When you think of advertising, you might automatically picture a splashy, four-color ad in a national magazine, a small black-and-white ad in the local newspaper or maybe even a radio spot. But advertising can take many other forms, too. Consider:
· Online promotions, such as banner ads or Google ads
· Decals on your practice vehicles
· Sponsorships such as show programs, individual classes or year-end awards
· Special honors (Dwyer’s practice hands out an Educator of the Year award to someone in the community who has given back to the horse world.)
Making it Count
Advertising is just one way to promote your practice. Many other strategies can accomplish that task while also enhancing relationships with clients and building goodwill for the practice. In fact, said Dwyer, “The best professional marketing combines getting your business name out there in the horse community and client education. It’s a real win-win.”
Lacroix agreed: “One of our biggest roles as veterinarians is to be educators.”
Embracing that role, she said, can build stronger relationships with clients because you provide more than just a service—more than just the annual vaccinations.

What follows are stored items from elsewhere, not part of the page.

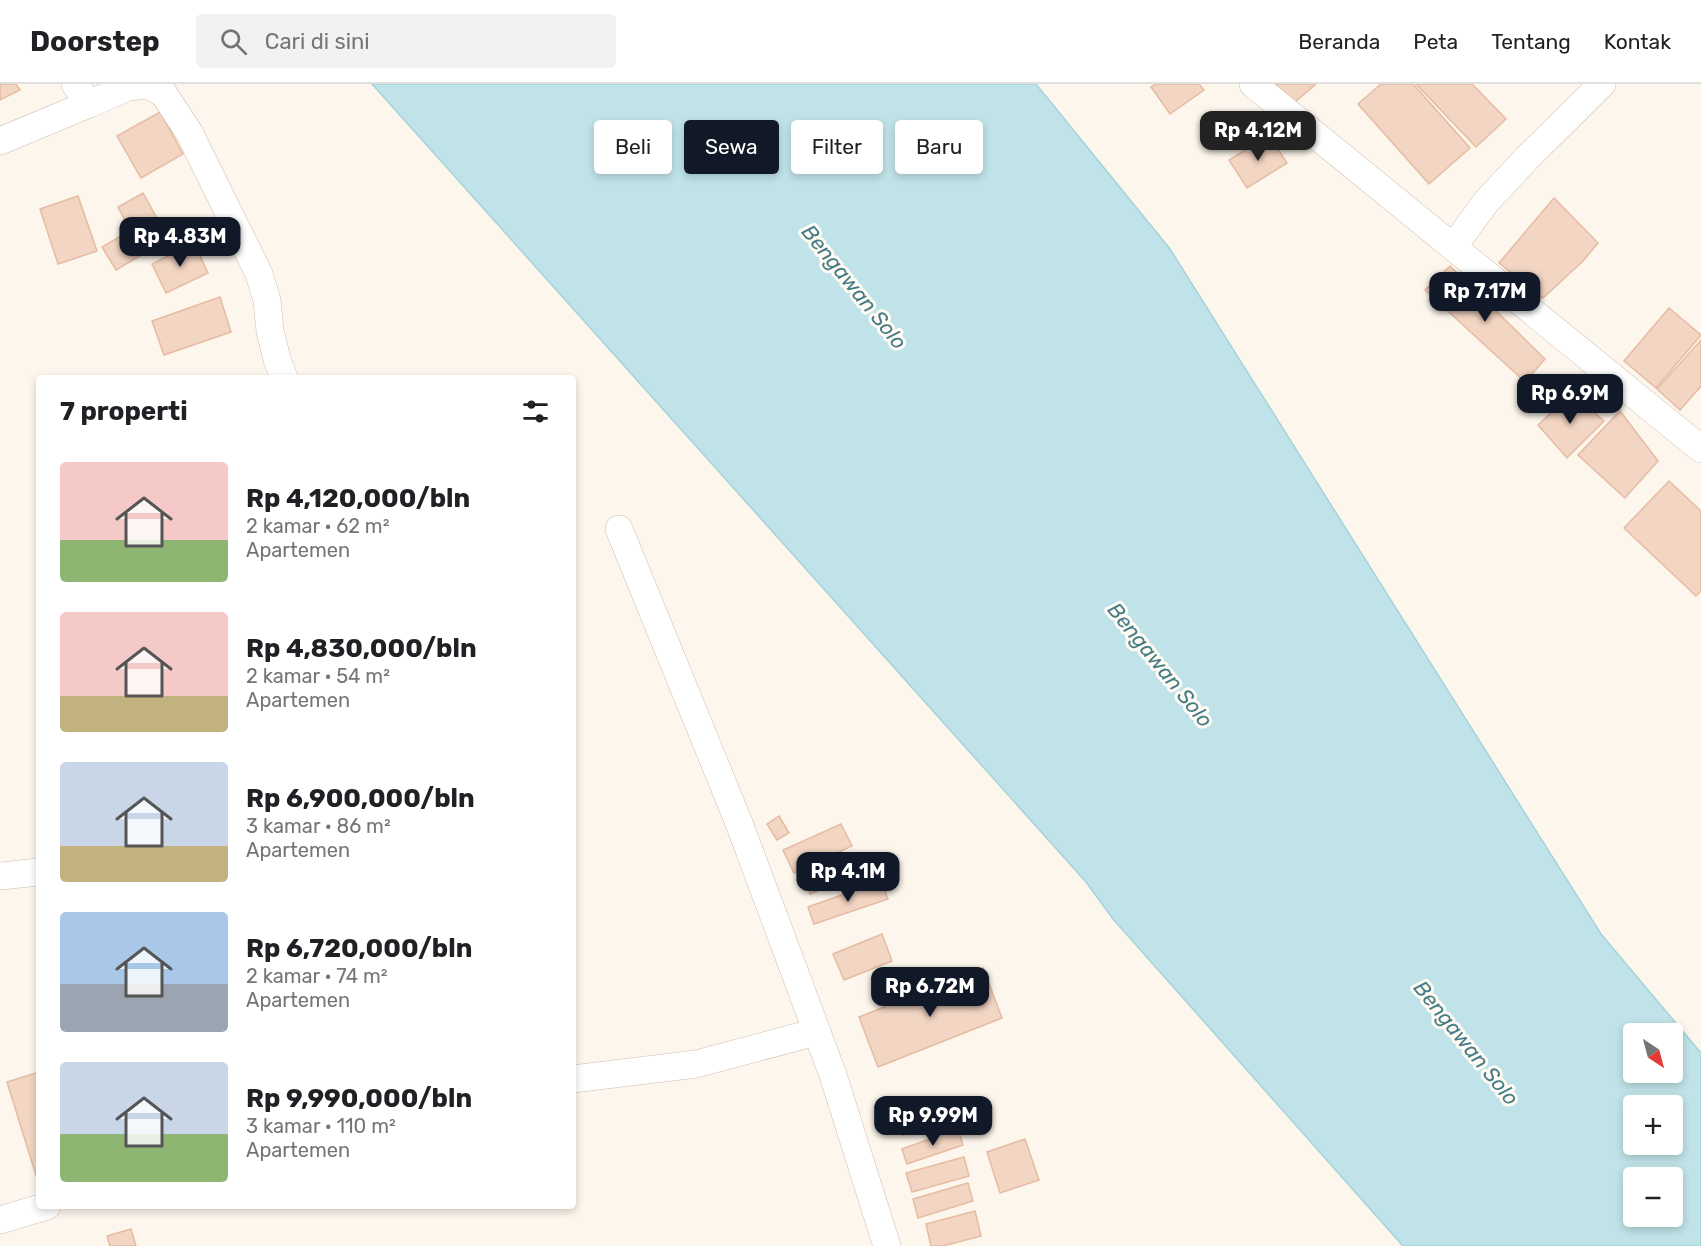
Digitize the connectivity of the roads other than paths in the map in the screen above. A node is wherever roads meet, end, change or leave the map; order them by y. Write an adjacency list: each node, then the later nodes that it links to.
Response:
1 (1253, 84): 5 (street)
2 (1602, 84): 5 (street)
3 (82, 94): 4 (street); 6 (street)
4 (0, 141)
5 (1453, 247): 7 (street)
6 (283, 375)
7 (1701, 449)
8 (619, 529): 11 (street)
9 (36, 872): 10 (street)
10 (0, 876)
11 (816, 1032): 12 (street); 15 (street)
12 (576, 1079)
13 (36, 1209): 14 (street)
14 (0, 1220)
15 (887, 1246)

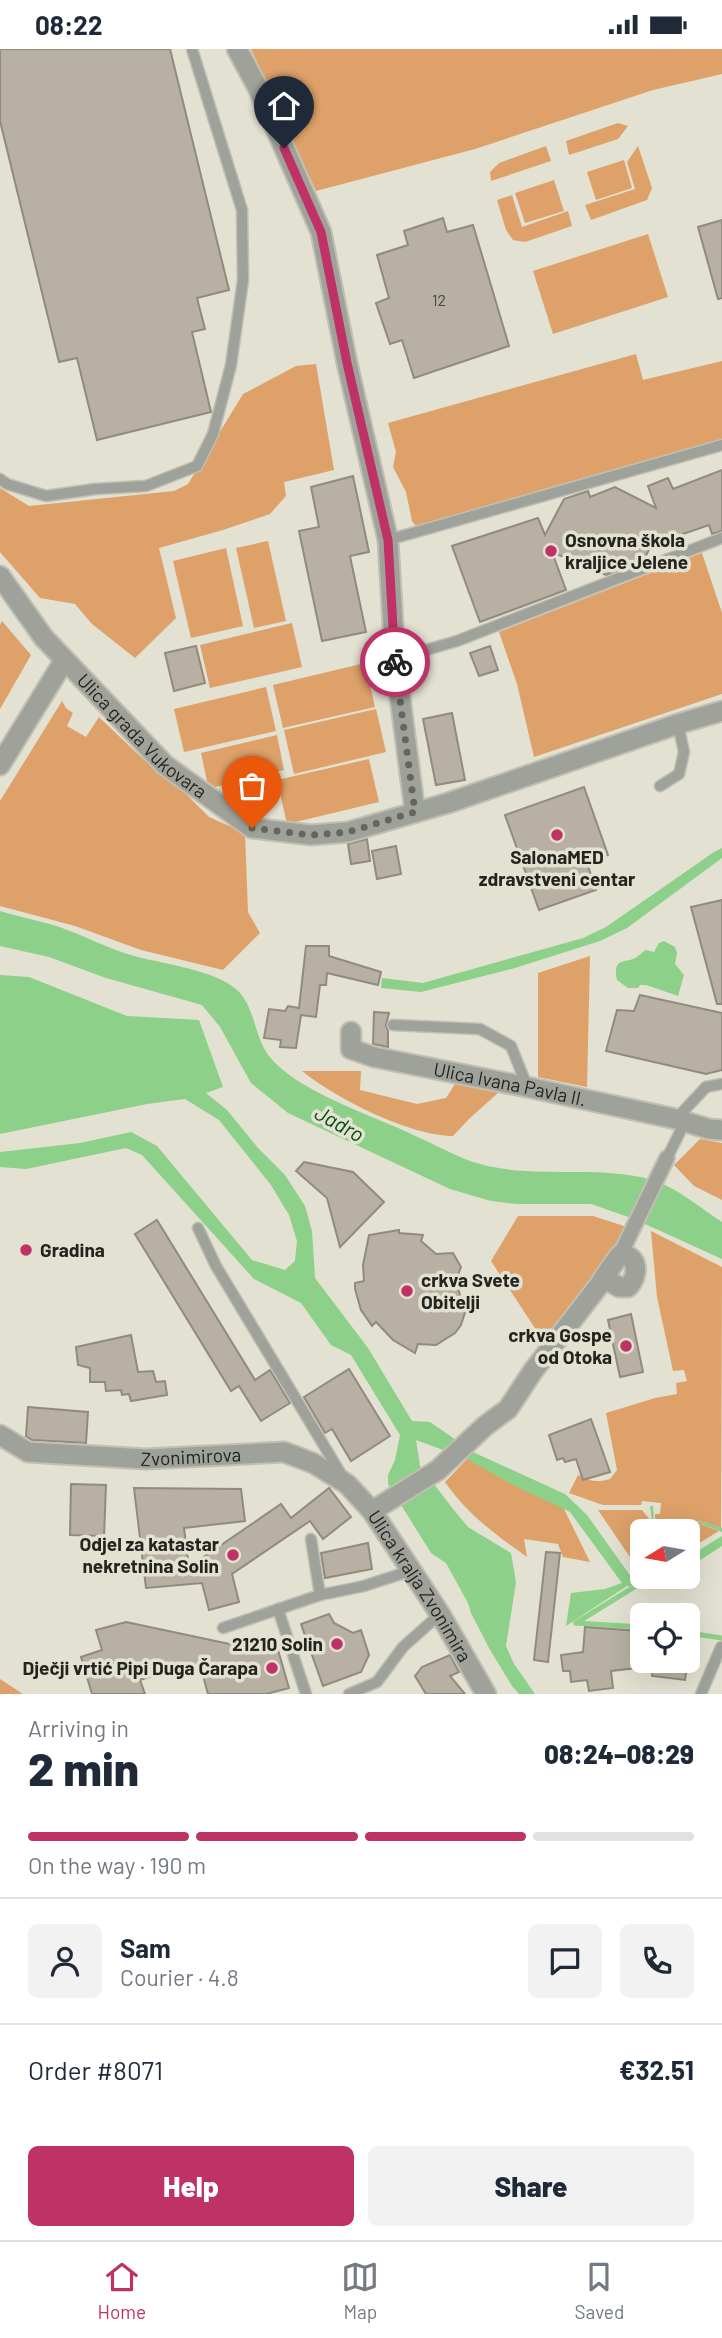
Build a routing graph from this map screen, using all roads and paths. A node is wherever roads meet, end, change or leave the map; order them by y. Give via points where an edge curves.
1 (192, 49) edge
2 (237, 49) edge
3 (722, 445) edge
4 (0, 479) edge
5 (722, 538) edge
6 (388, 540) junction
7 (0, 576) edge
8 (395, 659) junction
9 (64, 661) junction
10 (722, 711) edge
11 (678, 724) junction
12 (0, 765) edge
13 (660, 786) dead end
14 (415, 812) junction
15 (393, 1025) dead end
16 (351, 1032) dead end
17 (722, 1084) edge
18 (527, 1087) junction
19 (680, 1121) junction
20 (722, 1130) edge
21 (667, 1159) joint
22 (198, 1229) dead end
23 (620, 1255) junction
24 (604, 1278) junction
25 (0, 1435) edge
26 (347, 1484) junction
27 (372, 1511) junction
28 (311, 1539) dead end
29 (410, 1571) junction
30 (320, 1595) junction
31 (278, 1609) junction
32 (440, 1614) junction
33 (223, 1628) dead end
34 (721, 1647) edge
35 (306, 1694) edge
36 (349, 1694) edge
37 (486, 1694) edge
38 (701, 1694) edge

1 - 4 lane via 242,210 243,280 231,365 213,434 197,466 146,486 46,496
2 - 6 street via 321,232
3 - 6 lane
5 - 8 lane via 457,641
6 - 8 street
7 - 9 street, Ulica grada Vukovara
8 - 14 street
9 - 12 street
9 - 14 street, Ulica grada Vukovara via 165,765 252,828 311,835 348,832
10 - 11 street, Ulica grada Vukovara
11 - 13 lane via 684,752 679,774
11 - 14 street, Ulica grada Vukovara
15 - 18 lane via 480,1029 511,1046
16 - 18 street, Ulica Ivana Pavla II. via 351,1049 374,1057
17 - 19 lane via 706,1087
18 - 19 street, Ulica Ivana Pavla II.
19 - 20 street, Ulica Ivana Pavla II.
19 - 21 lane
21 - 23 street
22 - 26 lane
23 - 24 street
23 - 24 street via 632,1258 636,1278 624,1289
24 - 27 street via 508,1409 438,1470
25 - 26 street, Zvonimirova via 29,1452 146,1459 285,1453 313,1463
26 - 27 street, Ulica kralja Zvonimira
27 - 29 street, Ulica kralja Zvonimira
28 - 30 lane
29 - 30 lane
29 - 32 street, Ulica kralja Zvonimira
30 - 31 lane
31 - 33 lane
31 - 35 lane
32 - 36 lane via 402,1647 377,1682
32 - 37 street, Ulica kralja Zvonimira
34 - 38 lane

Two ways that Dwyer’s practice combines marketing with education are through its annual seminar and through its short course series.
Annual seminar: Held at a local high school, this event typically features two main speakers, short presentations by staff vets (including interpretations for the deaf), refreshments and a trade show with exhibits from local and national vendors and horse clubs. The event is free to the public, with attendance running from 250 to 400 people. It costs about $6,000 to produce the seminar, but Dwyer said the practice ultimately breaks even, offsetting costs with sponsorships from national and local businesses. She notes that smaller practices may find it more feasible to work with a local feed store to host a downsized version.
Short courses: The practice hosts about six two-hour courses per year at its clinic, with each vet taking a turn teaching on topics ranging from breeding to lameness and diseases. Attendance costs about $8, and usually 10 to 30 sign up.
Other ways that you can provide value to your clients while keeping your practice positioned as reliable experts include:
· Posting articles and other informational materials on your website (don’t forget information about your staff);
· Sending client newsletters and informational emails;
· Acting as a resource for horse groups and publications—for instance, speaking at a local Pony Club meeting or agreeing to a magazine interview on a horse care topic;
· Sharing tips through social network sites, such as Facebook;
· Producing short, educational videos for YouTube.
The bottom line is that there’s no harm and no dishonor in letting the equine community know that your practice is ready and able to care for their horses. In fact, it can be quite a useful service if you can combine that promotion with supporting local clubs and events, and helping educate owners on the proper care of those horses. As Dwyer said, a real win-win.
More Marketing Tips
Here are a few more tips on how to advertise or market your practice. Pick and choose what might work best for you, but be willing to try a few new things each year.
Tap team members, such as interns and front desk staff, for marketing ideas or to help keep up with social media engagement.
Measure performance, such as replies to a specific ad, “likes” and comments on your Facebook page, email or e-newsletter opens and click-through rates, or new client inquiries after a show sponsorship. Ask new clients, “How did you hear about us?”
Stretch your budget by looking for partners, such as companies who might be willing to sponsor your client education events.
Leverage free resources, such as aaep.org, which has downloadable presentations, owner-education articles and other content that you can use as informational marketing material.
Keep learning about advertising and marketing tools and tactics; inexpensive opportunities often exist through vendors (i.e., email service providers like Constant Contact), community college courses, peer groups, and, of course, EquiManagement and EquiManagement.com.